(Beginning of Source data)
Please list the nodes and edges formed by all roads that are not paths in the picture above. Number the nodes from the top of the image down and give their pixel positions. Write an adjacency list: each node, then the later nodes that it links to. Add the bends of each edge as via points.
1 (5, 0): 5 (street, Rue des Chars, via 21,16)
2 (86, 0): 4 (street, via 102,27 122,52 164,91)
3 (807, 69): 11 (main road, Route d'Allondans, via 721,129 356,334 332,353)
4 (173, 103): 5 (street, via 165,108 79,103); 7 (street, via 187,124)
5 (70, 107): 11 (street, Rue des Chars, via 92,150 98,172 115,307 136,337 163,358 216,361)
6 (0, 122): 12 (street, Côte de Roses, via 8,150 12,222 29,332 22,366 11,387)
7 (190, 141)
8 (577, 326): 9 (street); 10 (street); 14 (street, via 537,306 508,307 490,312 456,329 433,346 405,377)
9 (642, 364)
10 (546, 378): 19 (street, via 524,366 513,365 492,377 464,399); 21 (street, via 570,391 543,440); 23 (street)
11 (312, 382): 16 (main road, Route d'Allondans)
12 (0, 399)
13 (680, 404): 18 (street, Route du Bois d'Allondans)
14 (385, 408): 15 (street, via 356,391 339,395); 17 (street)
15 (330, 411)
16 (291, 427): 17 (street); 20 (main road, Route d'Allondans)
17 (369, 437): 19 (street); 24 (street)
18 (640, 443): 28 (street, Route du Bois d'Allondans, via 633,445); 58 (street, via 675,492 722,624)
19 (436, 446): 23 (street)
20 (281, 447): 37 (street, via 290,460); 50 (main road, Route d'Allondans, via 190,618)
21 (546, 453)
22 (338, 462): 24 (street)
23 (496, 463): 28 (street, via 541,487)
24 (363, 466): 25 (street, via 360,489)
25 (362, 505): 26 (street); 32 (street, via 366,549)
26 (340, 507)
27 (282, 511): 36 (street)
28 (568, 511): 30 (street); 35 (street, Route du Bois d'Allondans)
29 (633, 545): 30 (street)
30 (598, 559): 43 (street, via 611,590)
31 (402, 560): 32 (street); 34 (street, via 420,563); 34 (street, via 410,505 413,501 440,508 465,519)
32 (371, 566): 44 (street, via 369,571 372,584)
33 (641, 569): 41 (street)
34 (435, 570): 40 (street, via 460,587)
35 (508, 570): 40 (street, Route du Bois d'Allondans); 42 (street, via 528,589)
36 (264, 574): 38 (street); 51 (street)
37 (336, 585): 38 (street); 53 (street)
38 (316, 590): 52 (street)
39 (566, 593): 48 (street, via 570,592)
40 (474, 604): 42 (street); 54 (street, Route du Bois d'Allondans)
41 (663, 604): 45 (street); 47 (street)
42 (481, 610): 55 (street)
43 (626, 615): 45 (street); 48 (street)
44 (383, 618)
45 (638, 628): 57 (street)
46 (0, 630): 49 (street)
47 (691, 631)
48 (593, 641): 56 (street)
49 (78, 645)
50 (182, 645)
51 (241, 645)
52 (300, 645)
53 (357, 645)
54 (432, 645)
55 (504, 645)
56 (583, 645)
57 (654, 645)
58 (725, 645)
(End of Source data)
Exercise>
Each record should come back exactly as written.

Reply>
Please list the nodes and edges formed by all roads that are not paths in the picture above. Number the nodes from the top of the image down and give their pixel positions. Write an adjacency list: each node, then the later nodes that it links to. Add the bends of each edge as via points.
1 (5, 0): 5 (street, Rue des Chars, via 21,16)
2 (86, 0): 4 (street, via 102,27 122,52 164,91)
3 (807, 69): 11 (main road, Route d'Allondans, via 721,129 356,334 332,353)
4 (173, 103): 5 (street, via 165,108 79,103); 7 (street, via 187,124)
5 (70, 107): 11 (street, Rue des Chars, via 92,150 98,172 115,307 136,337 163,358 216,361)
6 (0, 122): 12 (street, Côte de Roses, via 8,150 12,222 29,332 22,366 11,387)
7 (190, 141)
8 (577, 326): 9 (street); 10 (street); 14 (street, via 537,306 508,307 490,312 456,329 433,346 405,377)
9 (642, 364)
10 (546, 378): 19 (street, via 524,366 513,365 492,377 464,399); 21 (street, via 570,391 543,440); 23 (street)
11 (312, 382): 16 (main road, Route d'Allondans)
12 (0, 399)
13 (680, 404): 18 (street, Route du Bois d'Allondans)
14 (385, 408): 15 (street, via 356,391 339,395); 17 (street)
15 (330, 411)
16 (291, 427): 17 (street); 20 (main road, Route d'Allondans)
17 (369, 437): 19 (street); 24 (street)
18 (640, 443): 28 (street, Route du Bois d'Allondans, via 633,445); 58 (street, via 675,492 722,624)
19 (436, 446): 23 (street)
20 (281, 447): 37 (street, via 290,460); 50 (main road, Route d'Allondans, via 190,618)
21 (546, 453)
22 (338, 462): 24 (street)
23 (496, 463): 28 (street, via 541,487)
24 (363, 466): 25 (street, via 360,489)
25 (362, 505): 26 (street); 32 (street, via 366,549)
26 (340, 507)
27 (282, 511): 36 (street)
28 (568, 511): 30 (street); 35 (street, Route du Bois d'Allondans)
29 (633, 545): 30 (street)
30 (598, 559): 43 (street, via 611,590)
31 (402, 560): 32 (street); 34 (street, via 420,563); 34 (street, via 410,505 413,501 440,508 465,519)
32 (371, 566): 44 (street, via 369,571 372,584)
33 (641, 569): 41 (street)
34 (435, 570): 40 (street, via 460,587)
35 (508, 570): 40 (street, Route du Bois d'Allondans); 42 (street, via 528,589)
36 (264, 574): 38 (street); 51 (street)
37 (336, 585): 38 (street); 53 (street)
38 (316, 590): 52 (street)
39 (566, 593): 48 (street, via 570,592)
40 (474, 604): 42 (street); 54 (street, Route du Bois d'Allondans)
41 (663, 604): 45 (street); 47 (street)
42 (481, 610): 55 (street)
43 (626, 615): 45 (street); 48 (street)
44 (383, 618)
45 (638, 628): 57 (street)
46 (0, 630): 49 (street)
47 (691, 631)
48 (593, 641): 56 (street)
49 (78, 645)
50 (182, 645)
51 (241, 645)
52 (300, 645)
53 (357, 645)
54 (432, 645)
55 (504, 645)
56 (583, 645)
57 (654, 645)
58 (725, 645)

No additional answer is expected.